### BRIEF
Would you print all of the entries word for word?

────────────────────

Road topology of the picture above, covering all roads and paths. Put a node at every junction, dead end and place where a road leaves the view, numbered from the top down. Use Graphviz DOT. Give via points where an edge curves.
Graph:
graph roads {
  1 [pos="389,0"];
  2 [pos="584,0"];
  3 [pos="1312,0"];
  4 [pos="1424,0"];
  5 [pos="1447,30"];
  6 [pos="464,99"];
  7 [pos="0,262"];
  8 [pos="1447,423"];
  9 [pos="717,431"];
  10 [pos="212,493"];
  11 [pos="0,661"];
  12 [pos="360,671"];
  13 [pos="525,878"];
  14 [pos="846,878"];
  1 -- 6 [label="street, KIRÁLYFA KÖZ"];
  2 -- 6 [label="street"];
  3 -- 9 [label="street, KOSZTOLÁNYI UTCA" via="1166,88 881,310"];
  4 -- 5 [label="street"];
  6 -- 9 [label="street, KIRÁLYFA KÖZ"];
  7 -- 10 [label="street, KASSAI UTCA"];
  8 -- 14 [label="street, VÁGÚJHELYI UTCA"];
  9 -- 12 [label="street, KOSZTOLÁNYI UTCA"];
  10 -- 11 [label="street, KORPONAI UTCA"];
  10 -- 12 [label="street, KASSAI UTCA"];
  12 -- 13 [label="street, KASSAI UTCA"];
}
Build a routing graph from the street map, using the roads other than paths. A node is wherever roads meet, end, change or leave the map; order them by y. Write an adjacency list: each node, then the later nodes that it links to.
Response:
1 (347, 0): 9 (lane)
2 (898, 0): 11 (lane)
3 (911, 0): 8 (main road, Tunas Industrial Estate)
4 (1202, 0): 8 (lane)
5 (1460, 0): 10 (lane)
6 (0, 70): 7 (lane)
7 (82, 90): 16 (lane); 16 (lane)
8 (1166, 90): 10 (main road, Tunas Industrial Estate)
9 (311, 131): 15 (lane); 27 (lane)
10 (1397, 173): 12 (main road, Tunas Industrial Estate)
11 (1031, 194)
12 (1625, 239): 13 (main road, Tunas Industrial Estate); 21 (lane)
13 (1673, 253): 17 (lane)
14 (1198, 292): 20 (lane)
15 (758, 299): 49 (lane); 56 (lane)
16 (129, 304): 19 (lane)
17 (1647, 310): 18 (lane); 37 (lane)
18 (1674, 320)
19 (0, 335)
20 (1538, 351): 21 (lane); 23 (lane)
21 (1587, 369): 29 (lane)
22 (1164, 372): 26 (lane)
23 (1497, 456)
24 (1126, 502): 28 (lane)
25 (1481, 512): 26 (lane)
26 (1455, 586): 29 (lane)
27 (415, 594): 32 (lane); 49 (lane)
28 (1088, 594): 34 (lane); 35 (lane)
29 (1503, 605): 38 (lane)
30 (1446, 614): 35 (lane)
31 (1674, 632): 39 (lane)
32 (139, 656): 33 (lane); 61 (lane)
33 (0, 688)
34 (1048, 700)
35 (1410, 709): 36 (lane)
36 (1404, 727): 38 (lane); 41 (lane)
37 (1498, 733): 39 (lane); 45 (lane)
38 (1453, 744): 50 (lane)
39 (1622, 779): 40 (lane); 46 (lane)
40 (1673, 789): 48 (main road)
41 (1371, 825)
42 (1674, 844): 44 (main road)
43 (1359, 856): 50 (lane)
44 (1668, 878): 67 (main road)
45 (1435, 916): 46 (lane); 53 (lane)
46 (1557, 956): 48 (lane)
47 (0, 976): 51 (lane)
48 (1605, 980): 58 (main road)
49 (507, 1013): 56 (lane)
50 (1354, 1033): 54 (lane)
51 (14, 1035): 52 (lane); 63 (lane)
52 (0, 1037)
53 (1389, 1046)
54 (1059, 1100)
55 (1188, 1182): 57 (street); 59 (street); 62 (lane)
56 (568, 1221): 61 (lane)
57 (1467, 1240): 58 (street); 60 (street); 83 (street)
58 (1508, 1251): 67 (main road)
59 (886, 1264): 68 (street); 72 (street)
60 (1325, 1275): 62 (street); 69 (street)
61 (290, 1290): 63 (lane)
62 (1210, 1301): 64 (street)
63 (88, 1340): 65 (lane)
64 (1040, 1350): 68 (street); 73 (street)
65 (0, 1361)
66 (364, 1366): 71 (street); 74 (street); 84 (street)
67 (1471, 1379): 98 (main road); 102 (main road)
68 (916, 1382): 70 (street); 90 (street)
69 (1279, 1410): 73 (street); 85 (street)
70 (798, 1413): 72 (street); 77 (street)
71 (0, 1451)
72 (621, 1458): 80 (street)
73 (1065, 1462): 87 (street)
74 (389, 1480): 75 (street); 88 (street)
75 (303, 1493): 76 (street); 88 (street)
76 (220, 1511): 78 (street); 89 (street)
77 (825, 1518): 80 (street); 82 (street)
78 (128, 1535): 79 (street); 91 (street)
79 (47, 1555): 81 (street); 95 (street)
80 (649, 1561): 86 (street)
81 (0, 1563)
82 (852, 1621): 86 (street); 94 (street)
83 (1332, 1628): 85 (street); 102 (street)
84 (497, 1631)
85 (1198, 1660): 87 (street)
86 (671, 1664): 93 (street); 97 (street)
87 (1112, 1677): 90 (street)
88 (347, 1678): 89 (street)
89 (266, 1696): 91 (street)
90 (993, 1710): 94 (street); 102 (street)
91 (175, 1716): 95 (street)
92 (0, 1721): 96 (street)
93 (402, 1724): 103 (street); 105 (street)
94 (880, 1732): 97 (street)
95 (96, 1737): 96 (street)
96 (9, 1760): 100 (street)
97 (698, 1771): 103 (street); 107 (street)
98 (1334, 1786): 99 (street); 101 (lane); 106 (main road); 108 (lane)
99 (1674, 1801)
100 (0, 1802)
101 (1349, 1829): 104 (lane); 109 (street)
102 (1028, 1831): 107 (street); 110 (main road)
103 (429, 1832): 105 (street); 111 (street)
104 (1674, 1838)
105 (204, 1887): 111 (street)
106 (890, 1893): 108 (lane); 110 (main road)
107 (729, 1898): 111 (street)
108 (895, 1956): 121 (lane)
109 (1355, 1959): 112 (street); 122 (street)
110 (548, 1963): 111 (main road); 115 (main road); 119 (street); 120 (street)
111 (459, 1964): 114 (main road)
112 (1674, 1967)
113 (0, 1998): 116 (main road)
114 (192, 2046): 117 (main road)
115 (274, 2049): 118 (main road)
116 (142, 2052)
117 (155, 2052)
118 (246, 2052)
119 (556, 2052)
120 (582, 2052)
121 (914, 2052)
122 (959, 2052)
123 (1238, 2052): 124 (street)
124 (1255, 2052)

────────────────────

### WRITTEN ANSWER
Road topology of the picture above, covering all roads and paths. Put a node at every junction, dead end and place where a road leaves the view, numbered from the top down. Use Graphviz DOT. Give via points where an edge curves.
Graph:
graph roads {
  1 [pos="389,0"];
  2 [pos="584,0"];
  3 [pos="1312,0"];
  4 [pos="1424,0"];
  5 [pos="1447,30"];
  6 [pos="464,99"];
  7 [pos="0,262"];
  8 [pos="1447,423"];
  9 [pos="717,431"];
  10 [pos="212,493"];
  11 [pos="0,661"];
  12 [pos="360,671"];
  13 [pos="525,878"];
  14 [pos="846,878"];
  1 -- 6 [label="street, KIRÁLYFA KÖZ"];
  2 -- 6 [label="street"];
  3 -- 9 [label="street, KOSZTOLÁNYI UTCA" via="1166,88 881,310"];
  4 -- 5 [label="street"];
  6 -- 9 [label="street, KIRÁLYFA KÖZ"];
  7 -- 10 [label="street, KASSAI UTCA"];
  8 -- 14 [label="street, VÁGÚJHELYI UTCA"];
  9 -- 12 [label="street, KOSZTOLÁNYI UTCA"];
  10 -- 11 [label="street, KORPONAI UTCA"];
  10 -- 12 [label="street, KASSAI UTCA"];
  12 -- 13 [label="street, KASSAI UTCA"];
}
Build a routing graph from the street map, using the roads other than paths. A node is wherever roads meet, end, change or leave the map; order them by y. Write an adjacency list: each node, then the later nodes that it links to.
Response:
1 (347, 0): 9 (lane)
2 (898, 0): 11 (lane)
3 (911, 0): 8 (main road, Tunas Industrial Estate)
4 (1202, 0): 8 (lane)
5 (1460, 0): 10 (lane)
6 (0, 70): 7 (lane)
7 (82, 90): 16 (lane); 16 (lane)
8 (1166, 90): 10 (main road, Tunas Industrial Estate)
9 (311, 131): 15 (lane); 27 (lane)
10 (1397, 173): 12 (main road, Tunas Industrial Estate)
11 (1031, 194)
12 (1625, 239): 13 (main road, Tunas Industrial Estate); 21 (lane)
13 (1673, 253): 17 (lane)
14 (1198, 292): 20 (lane)
15 (758, 299): 49 (lane); 56 (lane)
16 (129, 304): 19 (lane)
17 (1647, 310): 18 (lane); 37 (lane)
18 (1674, 320)
19 (0, 335)
20 (1538, 351): 21 (lane); 23 (lane)
21 (1587, 369): 29 (lane)
22 (1164, 372): 26 (lane)
23 (1497, 456)
24 (1126, 502): 28 (lane)
25 (1481, 512): 26 (lane)
26 (1455, 586): 29 (lane)
27 (415, 594): 32 (lane); 49 (lane)
28 (1088, 594): 34 (lane); 35 (lane)
29 (1503, 605): 38 (lane)
30 (1446, 614): 35 (lane)
31 (1674, 632): 39 (lane)
32 (139, 656): 33 (lane); 61 (lane)
33 (0, 688)
34 (1048, 700)
35 (1410, 709): 36 (lane)
36 (1404, 727): 38 (lane); 41 (lane)
37 (1498, 733): 39 (lane); 45 (lane)
38 (1453, 744): 50 (lane)
39 (1622, 779): 40 (lane); 46 (lane)
40 (1673, 789): 48 (main road)
41 (1371, 825)
42 (1674, 844): 44 (main road)
43 (1359, 856): 50 (lane)
44 (1668, 878): 67 (main road)
45 (1435, 916): 46 (lane); 53 (lane)
46 (1557, 956): 48 (lane)
47 (0, 976): 51 (lane)
48 (1605, 980): 58 (main road)
49 (507, 1013): 56 (lane)
50 (1354, 1033): 54 (lane)
51 (14, 1035): 52 (lane); 63 (lane)
52 (0, 1037)
53 (1389, 1046)
54 (1059, 1100)
55 (1188, 1182): 57 (street); 59 (street); 62 (lane)
56 (568, 1221): 61 (lane)
57 (1467, 1240): 58 (street); 60 (street); 83 (street)
58 (1508, 1251): 67 (main road)
59 (886, 1264): 68 (street); 72 (street)
60 (1325, 1275): 62 (street); 69 (street)
61 (290, 1290): 63 (lane)
62 (1210, 1301): 64 (street)
63 (88, 1340): 65 (lane)
64 (1040, 1350): 68 (street); 73 (street)
65 (0, 1361)
66 (364, 1366): 71 (street); 74 (street); 84 (street)
67 (1471, 1379): 98 (main road); 102 (main road)
68 (916, 1382): 70 (street); 90 (street)
69 (1279, 1410): 73 (street); 85 (street)
70 (798, 1413): 72 (street); 77 (street)
71 (0, 1451)
72 (621, 1458): 80 (street)
73 (1065, 1462): 87 (street)
74 (389, 1480): 75 (street); 88 (street)
75 (303, 1493): 76 (street); 88 (street)
76 (220, 1511): 78 (street); 89 (street)
77 (825, 1518): 80 (street); 82 (street)
78 (128, 1535): 79 (street); 91 (street)
79 (47, 1555): 81 (street); 95 (street)
80 (649, 1561): 86 (street)
81 (0, 1563)
82 (852, 1621): 86 (street); 94 (street)
83 (1332, 1628): 85 (street); 102 (street)
84 (497, 1631)
85 (1198, 1660): 87 (street)
86 (671, 1664): 93 (street); 97 (street)
87 (1112, 1677): 90 (street)
88 (347, 1678): 89 (street)
89 (266, 1696): 91 (street)
90 (993, 1710): 94 (street); 102 (street)
91 (175, 1716): 95 (street)
92 (0, 1721): 96 (street)
93 (402, 1724): 103 (street); 105 (street)
94 (880, 1732): 97 (street)
95 (96, 1737): 96 (street)
96 (9, 1760): 100 (street)
97 (698, 1771): 103 (street); 107 (street)
98 (1334, 1786): 99 (street); 101 (lane); 106 (main road); 108 (lane)
99 (1674, 1801)
100 (0, 1802)
101 (1349, 1829): 104 (lane); 109 (street)
102 (1028, 1831): 107 (street); 110 (main road)
103 (429, 1832): 105 (street); 111 (street)
104 (1674, 1838)
105 (204, 1887): 111 (street)
106 (890, 1893): 108 (lane); 110 (main road)
107 (729, 1898): 111 (street)
108 (895, 1956): 121 (lane)
109 (1355, 1959): 112 (street); 122 (street)
110 (548, 1963): 111 (main road); 115 (main road); 119 (street); 120 (street)
111 (459, 1964): 114 (main road)
112 (1674, 1967)
113 (0, 1998): 116 (main road)
114 (192, 2046): 117 (main road)
115 (274, 2049): 118 (main road)
116 (142, 2052)
117 (155, 2052)
118 (246, 2052)
119 (556, 2052)
120 (582, 2052)
121 (914, 2052)
122 (959, 2052)
123 (1238, 2052): 124 (street)
124 (1255, 2052)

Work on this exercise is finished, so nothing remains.